Date Published: May 29, 2019

Publisher: Public Library of Science

Author(s): Iryna Printezis, Carola Grebitus, Stefan Hirsch, Zhifeng Gao.

http://doi.org/10.1371/journal.pone.0215847

Abstract

We study the literature on willingness to pay (WTP) for local food by applying meta-regression analysis to a set of 35 eligible research papers that provide 86 estimates on consumers’ WTP for the attribute “local.” An analysis of the distribution of WTP measures suggests the presence of publication selection bias that favors larger and statistically significant results. The analyzed literature provides evidence for statistically significant differences among consumers’ WTP for various types of product. Moreover, we find that the methodological approach (choice experiments vs. other approaches) and the analyzed country can have a significant influence on the generated WTP for local.

Partial Text

Local food production systems are one of agribusinesses’ major innovations in the last decades [1: 2]. According to Mintel’s Locavore report, consumers in the U.S. are highly motivated to purchase local food, with almost 50% of them stating that they are buying local foods at least on a weekly basis [3]. Moreover, in 2019, Mintel released a report looking specifically at private label food and beverage trends in the US. Testing the priorities for food shopping Mintel asked consumers, which attributes encourage them to buy store brands. Nearly 22% mentioned locally sourced products as a reason [4]. Similarly, in Europe, in 2017, German consumers were asked how often they purchase locally produced foods. Approximately 42% stated ‘very often’, and 45% answered ‘sometimes’ [5]. These examples from across the globe show that local food purchases are a global phenomenon.

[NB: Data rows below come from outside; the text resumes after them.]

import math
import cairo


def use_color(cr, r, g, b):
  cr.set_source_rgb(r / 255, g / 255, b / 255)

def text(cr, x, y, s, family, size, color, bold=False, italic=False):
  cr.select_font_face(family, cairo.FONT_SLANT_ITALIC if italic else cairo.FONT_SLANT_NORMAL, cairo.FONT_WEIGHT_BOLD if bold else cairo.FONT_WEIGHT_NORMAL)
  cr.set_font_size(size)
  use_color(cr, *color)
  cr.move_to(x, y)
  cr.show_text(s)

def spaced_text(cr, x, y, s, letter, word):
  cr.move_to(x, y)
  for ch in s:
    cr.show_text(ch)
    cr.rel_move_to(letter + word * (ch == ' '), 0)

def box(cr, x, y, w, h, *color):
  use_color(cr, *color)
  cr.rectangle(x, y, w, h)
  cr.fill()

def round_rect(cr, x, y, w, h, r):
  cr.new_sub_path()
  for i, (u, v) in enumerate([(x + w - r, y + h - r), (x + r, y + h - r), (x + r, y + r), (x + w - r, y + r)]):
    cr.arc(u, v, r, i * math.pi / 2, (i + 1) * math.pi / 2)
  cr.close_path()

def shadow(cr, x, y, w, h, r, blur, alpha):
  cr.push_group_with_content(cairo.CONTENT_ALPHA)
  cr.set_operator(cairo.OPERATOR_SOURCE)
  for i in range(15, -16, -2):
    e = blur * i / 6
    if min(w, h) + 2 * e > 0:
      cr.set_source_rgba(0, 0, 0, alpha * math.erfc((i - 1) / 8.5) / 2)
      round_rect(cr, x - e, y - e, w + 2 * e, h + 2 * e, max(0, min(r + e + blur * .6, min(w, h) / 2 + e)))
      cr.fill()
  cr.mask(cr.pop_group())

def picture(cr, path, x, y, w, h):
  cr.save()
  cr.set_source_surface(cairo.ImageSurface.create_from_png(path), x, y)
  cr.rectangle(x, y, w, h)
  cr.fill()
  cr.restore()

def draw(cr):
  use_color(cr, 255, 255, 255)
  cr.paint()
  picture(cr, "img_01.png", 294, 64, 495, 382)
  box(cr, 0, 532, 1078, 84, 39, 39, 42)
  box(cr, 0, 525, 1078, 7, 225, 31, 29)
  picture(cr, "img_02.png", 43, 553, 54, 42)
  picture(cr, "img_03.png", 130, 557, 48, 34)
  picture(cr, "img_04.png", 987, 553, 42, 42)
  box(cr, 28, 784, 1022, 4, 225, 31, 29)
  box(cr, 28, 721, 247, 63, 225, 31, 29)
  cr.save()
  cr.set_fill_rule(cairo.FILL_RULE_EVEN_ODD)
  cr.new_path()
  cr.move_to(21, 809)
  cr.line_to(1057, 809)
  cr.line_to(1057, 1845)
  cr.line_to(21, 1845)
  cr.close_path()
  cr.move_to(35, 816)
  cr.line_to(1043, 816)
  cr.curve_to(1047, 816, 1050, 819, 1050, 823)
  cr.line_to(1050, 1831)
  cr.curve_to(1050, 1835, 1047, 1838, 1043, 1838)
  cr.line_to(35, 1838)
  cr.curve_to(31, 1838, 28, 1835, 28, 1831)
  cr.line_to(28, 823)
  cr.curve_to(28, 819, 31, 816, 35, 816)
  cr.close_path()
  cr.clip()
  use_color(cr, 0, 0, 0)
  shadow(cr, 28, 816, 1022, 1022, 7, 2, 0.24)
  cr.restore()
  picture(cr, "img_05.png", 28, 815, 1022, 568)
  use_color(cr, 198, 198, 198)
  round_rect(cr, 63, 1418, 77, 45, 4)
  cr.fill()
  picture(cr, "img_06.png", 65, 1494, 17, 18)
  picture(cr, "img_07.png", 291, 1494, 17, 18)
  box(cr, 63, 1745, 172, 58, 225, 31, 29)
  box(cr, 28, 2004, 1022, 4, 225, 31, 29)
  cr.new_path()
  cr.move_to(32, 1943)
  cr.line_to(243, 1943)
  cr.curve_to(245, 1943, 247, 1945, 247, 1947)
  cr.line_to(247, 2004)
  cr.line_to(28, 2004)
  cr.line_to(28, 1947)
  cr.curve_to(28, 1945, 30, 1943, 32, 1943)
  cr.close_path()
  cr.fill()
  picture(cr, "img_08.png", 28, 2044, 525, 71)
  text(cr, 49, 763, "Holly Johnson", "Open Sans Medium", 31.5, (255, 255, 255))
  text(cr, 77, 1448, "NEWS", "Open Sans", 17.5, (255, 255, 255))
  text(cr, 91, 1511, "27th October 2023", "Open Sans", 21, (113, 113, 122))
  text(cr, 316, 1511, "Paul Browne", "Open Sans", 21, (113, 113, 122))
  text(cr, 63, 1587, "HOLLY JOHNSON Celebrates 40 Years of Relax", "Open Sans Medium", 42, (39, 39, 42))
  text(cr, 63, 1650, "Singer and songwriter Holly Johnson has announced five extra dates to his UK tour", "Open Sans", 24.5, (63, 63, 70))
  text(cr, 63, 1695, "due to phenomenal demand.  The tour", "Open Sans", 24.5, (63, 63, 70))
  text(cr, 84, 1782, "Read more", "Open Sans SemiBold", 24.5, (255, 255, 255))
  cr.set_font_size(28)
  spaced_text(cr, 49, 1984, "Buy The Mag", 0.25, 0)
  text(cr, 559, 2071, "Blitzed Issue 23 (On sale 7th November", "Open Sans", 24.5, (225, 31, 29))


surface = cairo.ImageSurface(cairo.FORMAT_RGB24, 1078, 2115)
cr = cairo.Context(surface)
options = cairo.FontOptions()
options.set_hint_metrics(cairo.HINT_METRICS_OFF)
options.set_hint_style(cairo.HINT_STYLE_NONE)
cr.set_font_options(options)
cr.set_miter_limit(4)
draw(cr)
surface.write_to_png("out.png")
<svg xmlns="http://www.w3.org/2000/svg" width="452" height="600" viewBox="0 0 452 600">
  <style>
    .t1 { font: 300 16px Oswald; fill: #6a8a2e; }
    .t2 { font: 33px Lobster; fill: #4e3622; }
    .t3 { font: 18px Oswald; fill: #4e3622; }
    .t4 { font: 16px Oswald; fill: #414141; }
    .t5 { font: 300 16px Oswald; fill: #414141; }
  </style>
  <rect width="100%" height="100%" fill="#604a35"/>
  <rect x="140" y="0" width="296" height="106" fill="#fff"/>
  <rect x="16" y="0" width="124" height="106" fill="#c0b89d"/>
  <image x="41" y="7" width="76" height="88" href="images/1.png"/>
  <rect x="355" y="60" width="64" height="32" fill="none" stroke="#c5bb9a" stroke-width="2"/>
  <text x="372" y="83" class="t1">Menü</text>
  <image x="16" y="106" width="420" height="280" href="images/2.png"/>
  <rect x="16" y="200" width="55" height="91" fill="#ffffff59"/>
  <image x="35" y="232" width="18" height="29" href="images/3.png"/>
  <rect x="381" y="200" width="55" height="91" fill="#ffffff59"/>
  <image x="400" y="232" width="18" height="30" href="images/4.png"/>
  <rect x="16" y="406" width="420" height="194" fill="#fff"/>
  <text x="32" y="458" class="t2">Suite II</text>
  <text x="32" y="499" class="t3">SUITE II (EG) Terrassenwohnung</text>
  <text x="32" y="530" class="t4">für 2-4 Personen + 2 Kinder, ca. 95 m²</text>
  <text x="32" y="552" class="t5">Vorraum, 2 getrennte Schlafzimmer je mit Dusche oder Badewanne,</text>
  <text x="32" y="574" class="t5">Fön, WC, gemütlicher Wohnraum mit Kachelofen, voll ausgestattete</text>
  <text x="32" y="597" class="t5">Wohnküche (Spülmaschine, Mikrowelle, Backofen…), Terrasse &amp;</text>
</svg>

We present our meta-regression results in Tables 3 and 4. As described above, we use sqrt(n) and n as precision measures and apply three different approaches to correct for intra-study error correlations. Table 3 presents WLS results for the simple model without additional study design covariates (Eq 2). Columns (3) and (4) display the results for the main specification, WLS with cluster robust standard errors. The significant and negative coefficients of sqrt(n) and n confirm the presence of publication bias already detected by the funnel plot. This finding is consistent across the remaining methods used to control for intra-study error dependence (robust standard errors in columns (1) and (2) as well as Wild bootstrapped standard errors in columns (5) and (6)).

The body of research on local food continues to grow, with many articles investigating the premium consumers are willing to pay for local. This literature, however, provides a range of estimates for the local attribute that appears to vary significantly based on, for example, the type of “local” labeling employed [38, 48, 35, 32, 39] or the product category used [15, 26, 22, 17, 11]. Therefore, the objective of this paper is to determine a holistic estimate of the WTP for the local attribute. In order to do so, we utilize an MRA, which is a quantitative method used to evaluate the effect of study-specific characteristics on published empirical results. Collecting all relevant evidence on this topic and utilizing a systematic review methodology, we find that there is a significant mean estimate for products labeled as “local” that ranges between $1.70/lb and $2.08/lb (0.414 and 0.522 when the percentage WTP premium is used). As such, this research contributes to the broad literature that studies consumer demand for local food by deriving a proxy for “true” WTP for local.